Segment Open

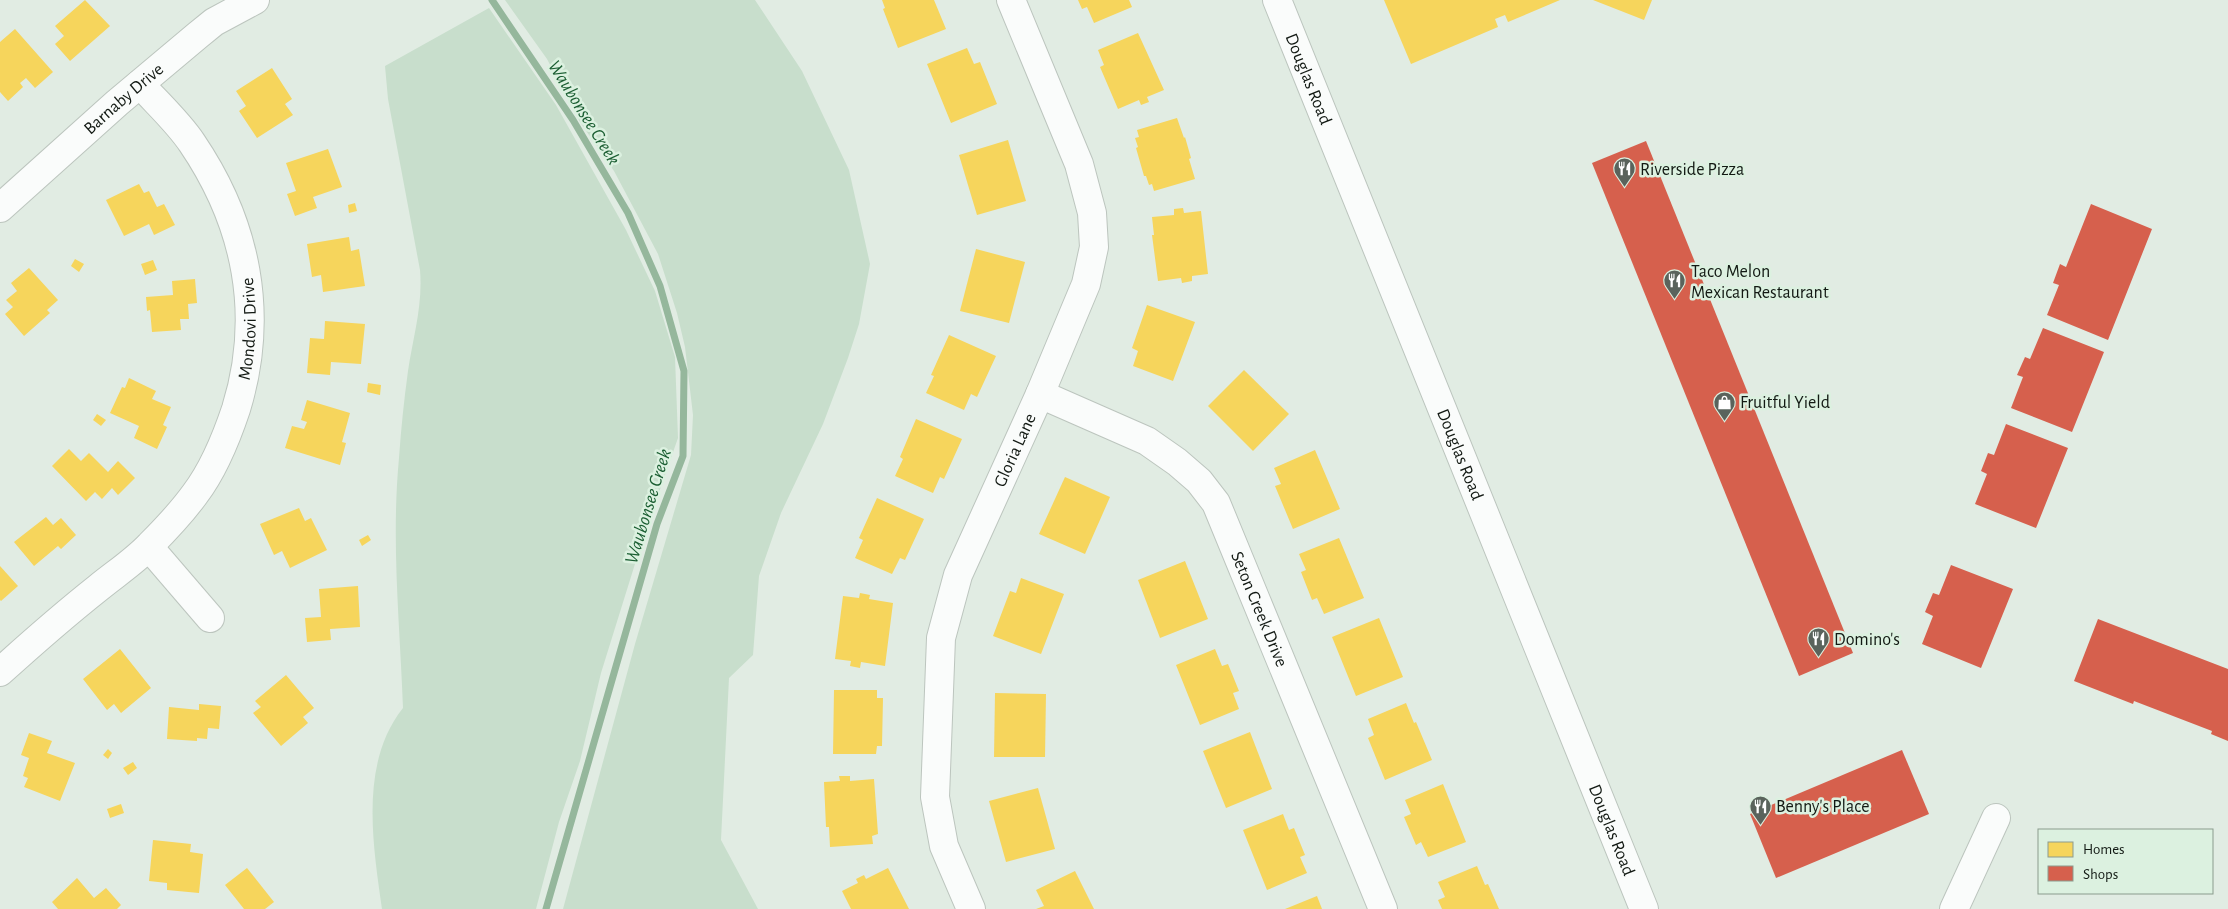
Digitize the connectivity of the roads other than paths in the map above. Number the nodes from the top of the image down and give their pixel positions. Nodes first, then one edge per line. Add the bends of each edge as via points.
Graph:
1 (255, 0) edge
2 (1011, 0) edge
3 (1277, 0) edge
4 (140, 84) junction
5 (0, 208) edge
6 (1040, 394) junction
7 (149, 547) junction
8 (210, 618) dead end
9 (0, 672) edge
10 (1996, 818) dead end
11 (971, 909) edge
12 (1383, 909) edge
13 (1644, 909) edge
14 (1954, 909) edge

1 - 4 street, Barnaby Drive via 214,22
2 - 6 street, Gloria Lane via 1073,147 1092,213 1094,247 1086,284
3 - 13 street, Douglas Road
4 - 5 street, Barnaby Drive
4 - 7 street, Mondovi Drive via 191,142 220,194 236,230 249,289 251,330 240,394 229,432 215,462 195,494
6 - 11 street, Gloria Lane via 958,575 941,638 935,797 944,846
6 - 12 street, Seton Creek Drive via 1147,441 1199,481 1216,503
7 - 8 street
7 - 9 street, Mondovi Drive via 39,636
10 - 14 street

Segment Closed

Try it
Leaving all pictures aside, quote each record exactly.

Exercise response
Digitize the connectivity of the roads other than paths in the map above. Number the nodes from the top of the image down and give their pixel positions. Nodes first, then one edge per line. Add the bends of each edge as via points.
Graph:
1 (255, 0) edge
2 (1011, 0) edge
3 (1277, 0) edge
4 (140, 84) junction
5 (0, 208) edge
6 (1040, 394) junction
7 (149, 547) junction
8 (210, 618) dead end
9 (0, 672) edge
10 (1996, 818) dead end
11 (971, 909) edge
12 (1383, 909) edge
13 (1644, 909) edge
14 (1954, 909) edge

1 - 4 street, Barnaby Drive via 214,22
2 - 6 street, Gloria Lane via 1073,147 1092,213 1094,247 1086,284
3 - 13 street, Douglas Road
4 - 5 street, Barnaby Drive
4 - 7 street, Mondovi Drive via 191,142 220,194 236,230 249,289 251,330 240,394 229,432 215,462 195,494
6 - 11 street, Gloria Lane via 958,575 941,638 935,797 944,846
6 - 12 street, Seton Creek Drive via 1147,441 1199,481 1216,503
7 - 8 street
7 - 9 street, Mondovi Drive via 39,636
10 - 14 street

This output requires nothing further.